Not today. Tomorrow, maybe.

“Humor me, then,” I said. “Every Hero and every Tyrant was once a Philosopher. To progress past the Sophic Realm a cultivator must internalize a thousand-thousand truths, the rules of nature that will serve as the framework for their cultivation going forward.

“When a Hero stands against a terrible horror and strikes it down with a sword made of iron, every truth of the world as they know it is behind that swing. It’s more than just a flick of the wrist. When a Tyrant decides he has no more use for a mountain and it suddenly ceases to be?” I gestured back the way we’d come, in the direction of Kaukoso Mons and its storm crown, but we both knew I was referring to the Rosy Dawn’s initiation rites. “The same principle applies. So tell me, Sol, how does Rome differ?”

I was honestly curious. My understanding of the Roman system of cultivation was even less developed than his understanding of ours. I had only ever heard disparaging speculation from Alikoans, and stray comments from Sol himself made during idle conversation. I waited patiently while he considered the scenario, eyes drifting back to the home of the Raging Heaven Cult.

Finally, he said, “A Hero cuts down a great enemy with one strike. But that one strike is the product of a thousand-thousand truths.” Storm gray eyes flickered to me seeking confirmation, and I nodded. “So then, if a Hero can swing a blade with the same force as a thousand-thousand men, it’s fair to say that each one of those truths represent a single swinging blade. A Tyrant is the same, but on a larger scale.”

“For the most part,” I agreed.

“One Greek arms himself with the rules of nature and uses them to do the work of many. A Hero swings a sword like he’s a thousand-thousand men layered over one another in a single skin and smites the monster. A Tyrant presses down on a mountain like he’s a million-million men and crushes it to dust.”

“And what does the Roman do to strike down the monster?” I asked, intrigued. “How does he topple the mountain that’s in his path?”

Sol hummed, remembering, and the riptide currents of his influence whipped out around him, buffeting me and those around us. I let it wash over me, but a pair of women walking our way suddenly stumbled towards him, dropping the bundles of food in their arms. He arrested their fall with the captain’s virtue and we walked on without breaking stride.

Eventually, he smiled wryly.

“The Roman tells five hundred good men to go to work, and the monster falls to the prime cohort’s fury.”

“And what about the mountain?” I asked, amused.

“What about the mountain?”

“How would you topple it?”

He shrugged. “I wouldn’t.”

I nearly objected. It was a terrible response, and worse than that, it didn’t tell me anything about the Roman cultural zeitgeist. I opened my mouth to say that, in admittedly less polite words, and then I paused. Closed it. On the surface, both answers said nothing at all about cultivation. There was strength in numbers, that was common sense. And yes, rather than do something, it was also possible to not do it instead.

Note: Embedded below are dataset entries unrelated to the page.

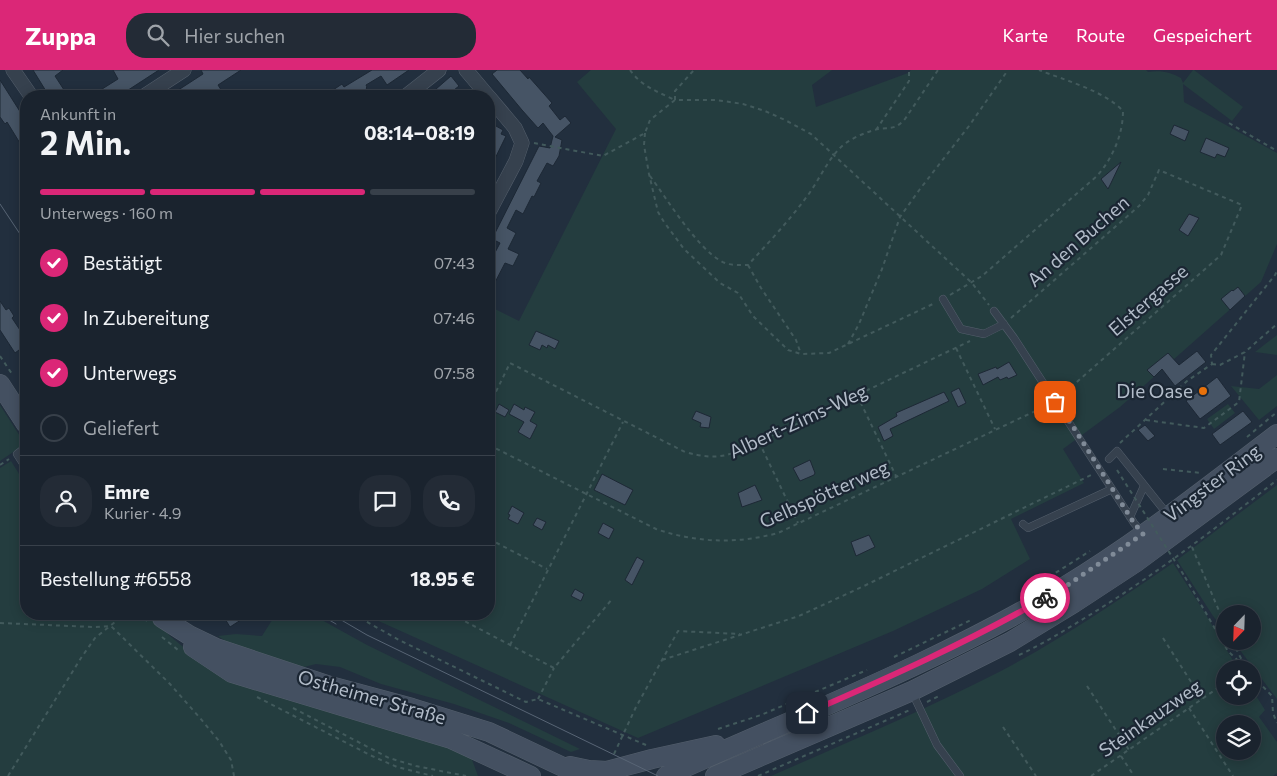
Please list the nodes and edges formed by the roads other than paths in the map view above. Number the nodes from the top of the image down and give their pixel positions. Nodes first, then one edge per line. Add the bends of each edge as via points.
1 (14, 70) edge
2 (184, 70) edge
3 (438, 70) edge
4 (466, 70) edge
5 (27, 90) edge
6 (153, 90) edge
7 (413, 90) edge
8 (484, 90) edge
9 (495, 103) edge
10 (495, 201) edge
11 (942, 299) road end
12 (994, 311) road end
13 (1004, 324) junction
14 (0, 384) edge
15 (20, 415) edge
16 (1277, 434) edge
17 (1108, 458) dead end
18 (1277, 458) edge
19 (1144, 486) junction
20 (1112, 489) junction
21 (1168, 515) junction
22 (1130, 517) junction
23 (1023, 524) dead end
24 (1143, 534) junction
25 (166, 620) edge
26 (232, 663) junction
27 (912, 691) junction
28 (754, 736) junction
29 (560, 764) junction
30 (719, 775) edge
31 (531, 776) edge
32 (582, 776) edge
33 (666, 776) edge
34 (960, 776) edge

1 - 5 street
2 - 6 street
3 - 7 street
4 - 8 street
9 - 10 street via 515,128 522,143
11 - 13 lane via 961,329 984,334
12 - 13 lane
13 - 20 lane
14 - 15 main road
16 - 21 main road, Vingster Ring
17 - 19 lane via 1117,451
18 - 27 main road, Vingster Ring via 1136,563 1074,604 1010,642
19 - 21 lane
19 - 22 lane
20 - 22 lane
20 - 23 lane via 1028,528
21 - 24 main road, Vingster Ring
22 - 24 lane
24 - 28 main road, Vingster Ring via 1063,588 1005,621 912,668
25 - 26 main road, Ostheimer Straße via 216,648
26 - 29 main road, Ostheimer Straße via 412,708 488,732
26 - 31 main road, Ostheimer Straße via 257,682 451,739
27 - 30 main road, Vingster Ring
27 - 34 lane via 937,745
28 - 29 main road via 607,771
28 - 33 main road, Vingster Ring
29 - 32 main road, Ostheimer Straße

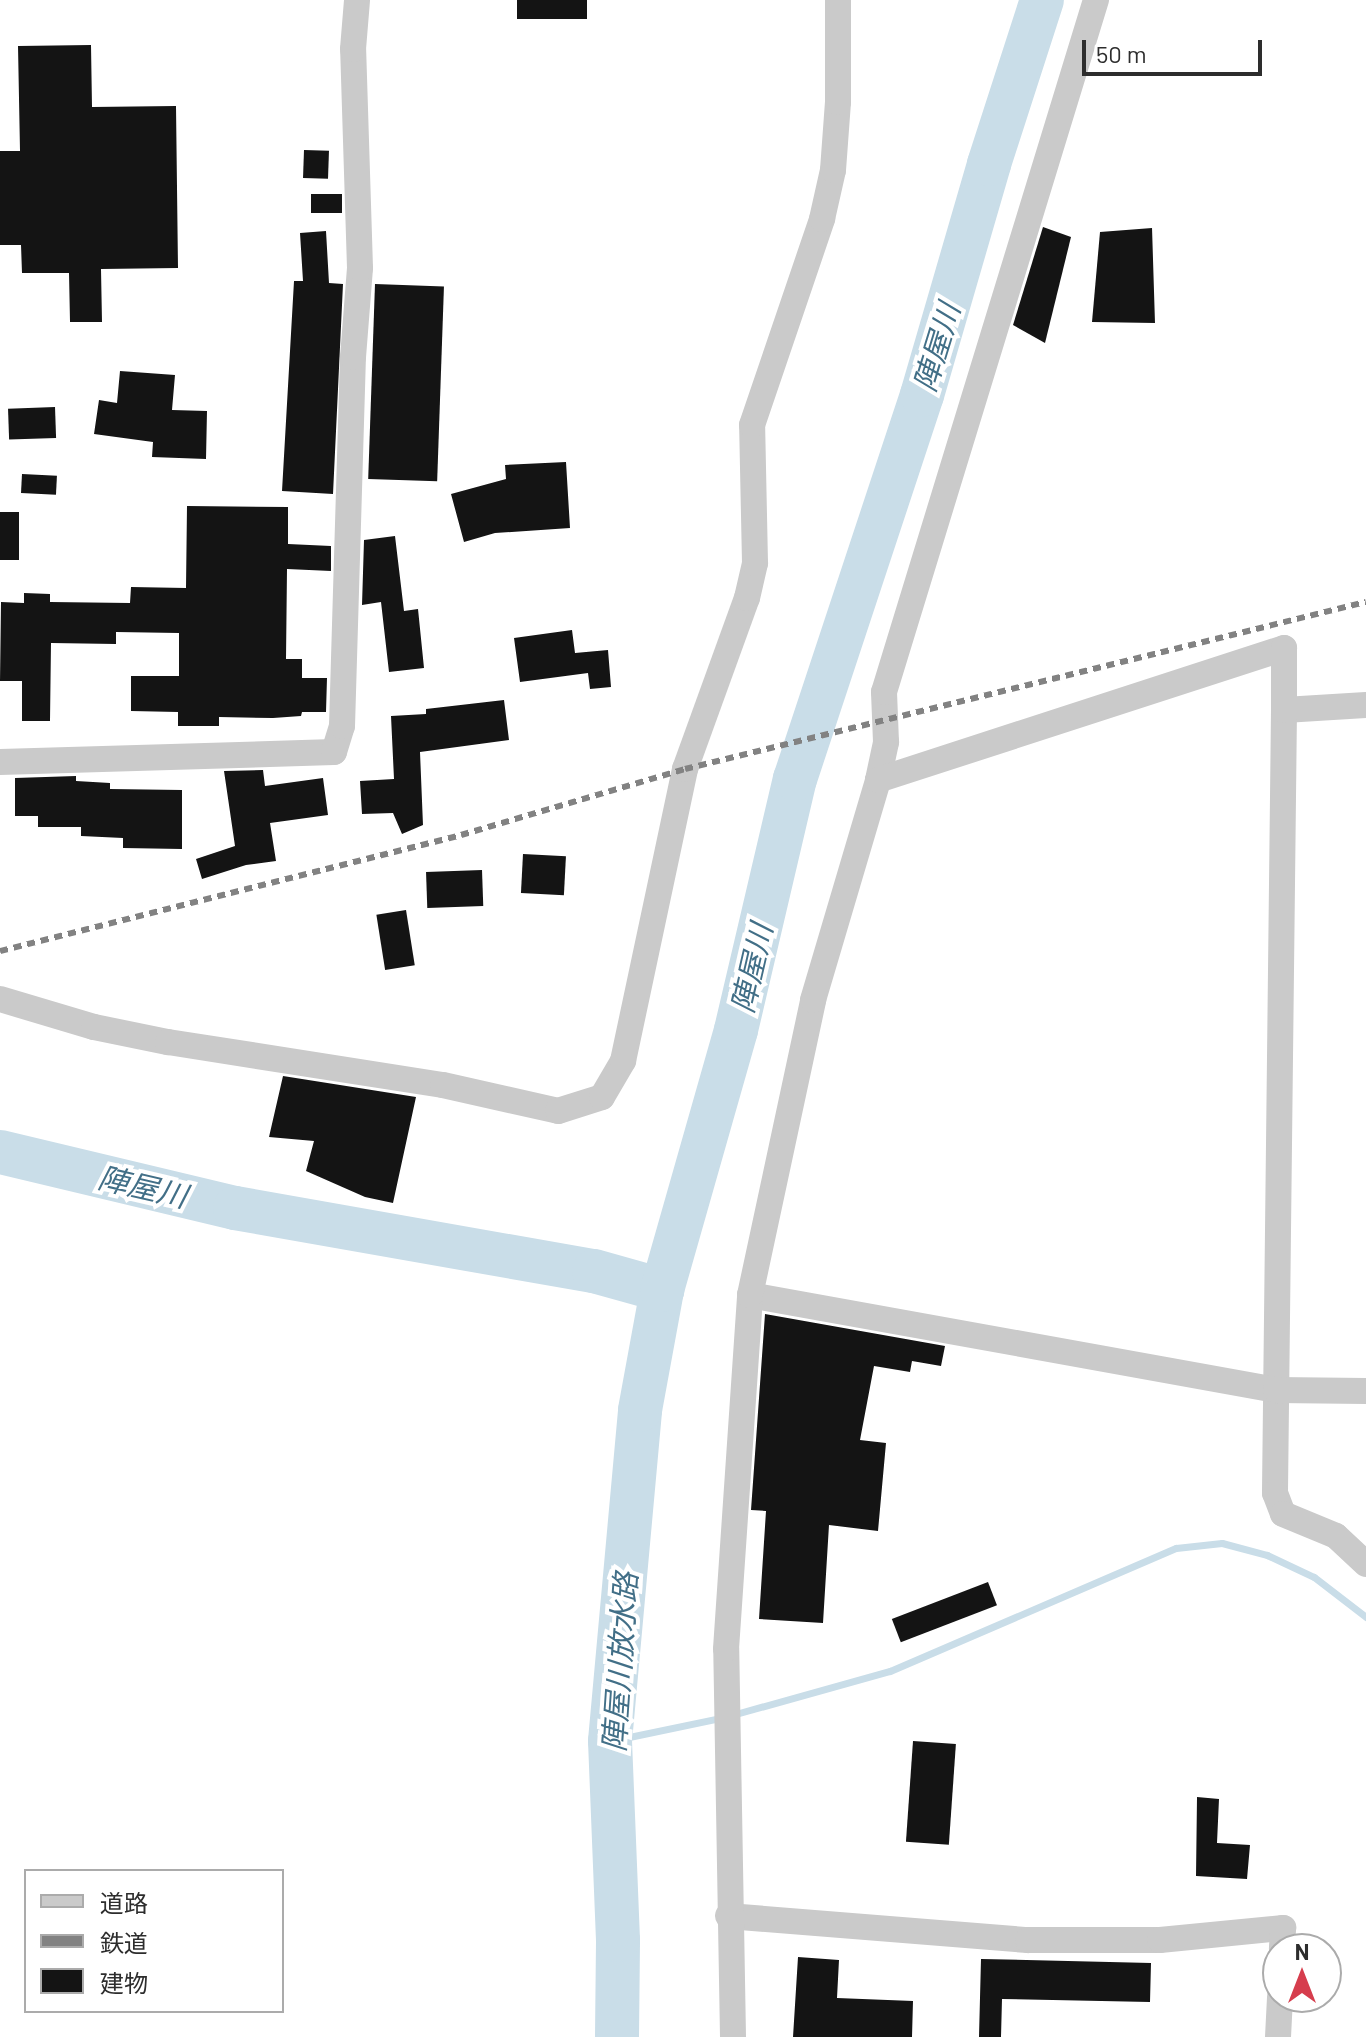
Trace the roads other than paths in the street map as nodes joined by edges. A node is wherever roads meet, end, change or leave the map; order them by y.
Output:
1 (357, 0) edge
2 (838, 0) edge
3 (1096, 0) edge
4 (1366, 705) edge
5 (1284, 710) junction
6 (0, 762) edge
7 (878, 780) junction
8 (0, 999) edge
9 (750, 1295) junction
10 (1276, 1390) junction
11 (1366, 1391) edge
12 (1366, 1564) edge
13 (728, 1916) junction
14 (1283, 1933) edge
15 (1279, 2013) edge
16 (733, 2037) edge
17 (1278, 2037) edge

1 - 6 street
2 - 8 street
3 - 7 street
4 - 5 street
5 - 7 street
5 - 10 street
7 - 9 street
9 - 10 street
9 - 13 street
10 - 11 street
10 - 12 street
13 - 14 street
13 - 16 street
15 - 17 street

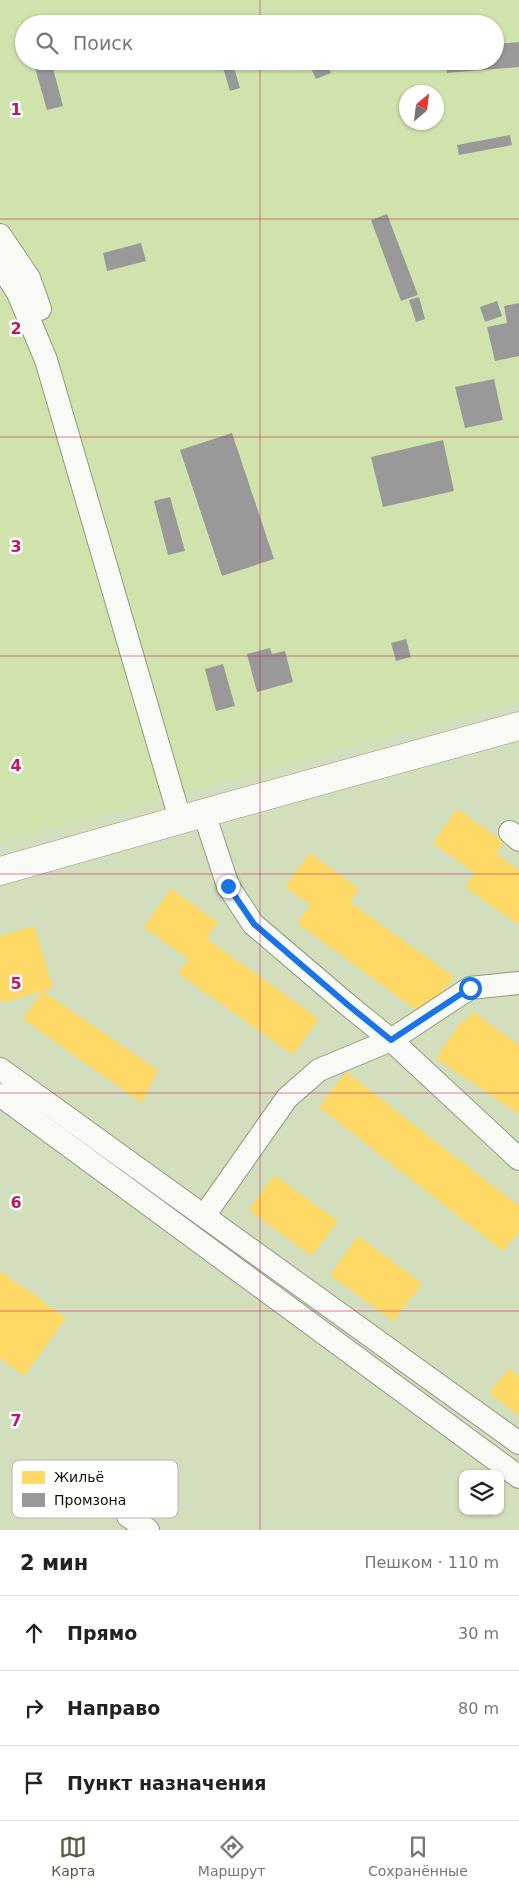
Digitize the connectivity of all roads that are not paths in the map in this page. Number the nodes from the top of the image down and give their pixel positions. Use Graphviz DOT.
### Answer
graph roads {
  1 [pos="0,235"];
  2 [pos="0,265"];
  3 [pos="46,360"];
  4 [pos="519,726"];
  5 [pos="192,816"];
  6 [pos="0,870"];
  7 [pos="519,983"];
  8 [pos="391,1040"];
  9 [pos="0,1069"];
  10 [pos="0,1095"];
  11 [pos="519,1159"];
  12 [pos="204,1216"];
  13 [pos="519,1443"];
  14 [pos="519,1477"];
  15 [pos="131,1518"];
  16 [pos="148,1530"];
  1 -- 3 [label="street"];
  2 -- 3 [label="street"];
  3 -- 5 [label="street"];
  4 -- 5 [label="main road"];
  5 -- 6 [label="main road"];
  5 -- 8 [label="street"];
  7 -- 8 [label="street"];
  8 -- 11 [label="street"];
  8 -- 12 [label="street"];
  9 -- 12 [label="street"];
  10 -- 14 [label="street"];
  12 -- 13 [label="street"];
  15 -- 16 [label="street"];
}
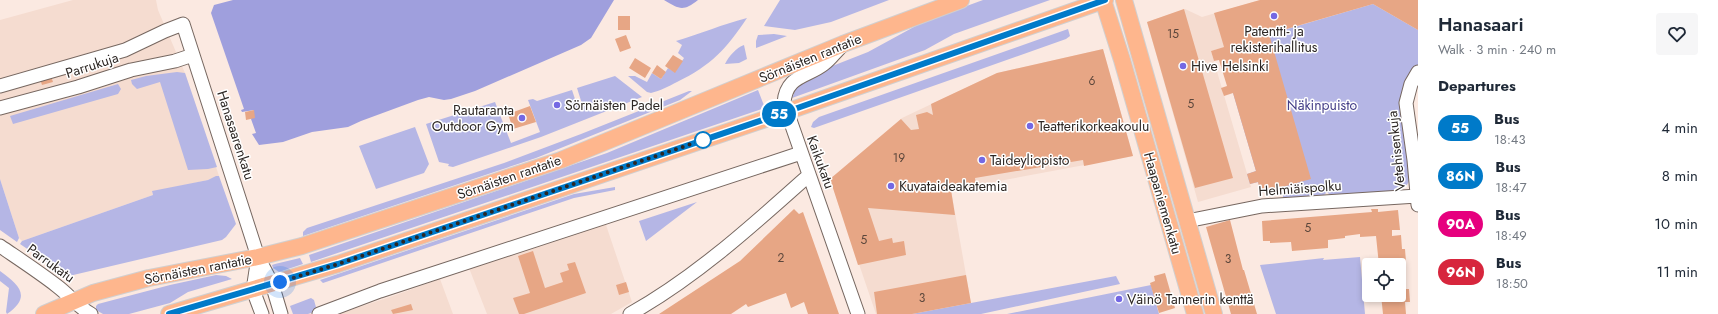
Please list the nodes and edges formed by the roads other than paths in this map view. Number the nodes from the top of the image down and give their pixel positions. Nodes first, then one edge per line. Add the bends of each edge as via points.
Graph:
1 (961, 0) edge
2 (1103, 0) edge
3 (1124, 0) edge
4 (843, 44) junction
5 (193, 56) junction
6 (1418, 72) edge
7 (0, 86) edge
8 (0, 108) edge
9 (786, 112) junction
10 (801, 153) junction
11 (809, 176) junction
12 (1418, 200) edge
13 (1187, 221) junction
14 (0, 246) edge
15 (258, 256) junction
16 (272, 284) junction
17 (253, 290) junction
18 (82, 309) edge
19 (44, 314) edge
20 (169, 314) edge
21 (262, 314) edge
22 (281, 314) edge
23 (319, 314) edge
24 (630, 314) edge
25 (858, 314) edge
26 (1195, 314) edge
27 (1214, 314) edge

1 - 4 main road, Sörnäisten rantatie
2 - 9 main road, Sörnäisten rantatie
2 - 26 main road, Haapaniemenkatu
3 - 13 main road, Haapaniemenkatu
4 - 9 street, Kaikukatu via 824,64 797,78 791,84 784,97
4 - 15 main road, Sörnäisten rantatie via 561,160 308,244
5 - 7 street, Hanasaarenkatu via 183,24 125,50
5 - 8 street, Parrukuja via 131,70
5 - 15 street, Hanasaarenkatu
6 - 12 street, Vetehisenkuja via 1411,84 1406,103 1410,157
9 - 10 street, Kaikukatu
9 - 16 main road, Sörnäisten rantatie
10 - 11 street, Kaikukatu
10 - 23 street via 414,279
11 - 24 street via 719,253 652,302
11 - 25 street, Kaikukatu
12 - 13 street, Helmiäispolku via 1262,206
13 - 27 main road, Haapaniemenkatu
14 - 18 street, Parrukatu
15 - 16 street, Hanasaarenkatu
15 - 17 street
15 - 18 main road, Sörnäisten rantatie via 150,278
16 - 17 main road, Sörnäisten rantatie
16 - 22 street, Hanasaarenkatu
17 - 20 main road, Sörnäisten rantatie
17 - 21 street
18 - 19 main road, Sörnäisten rantatie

But he’d specified five hundred men, and not a thousand-thousand. And as for the mountain-

I sighed. “You’d go around it.”

“I’d go around it.”

The literal answer, the tactical answer, and the strategic answer, all wrapped up in one. I supposed that was what I deserved for my comment before. I filed away my new insight into the military mentality of a Roman cultivator for later consideration. And then I spat at his feet.

“You could have just said you’re boring,” I said sourly. Sol nodded, simple satisfaction in the quirk of his lips.

“And you could have just said you’re Greek.”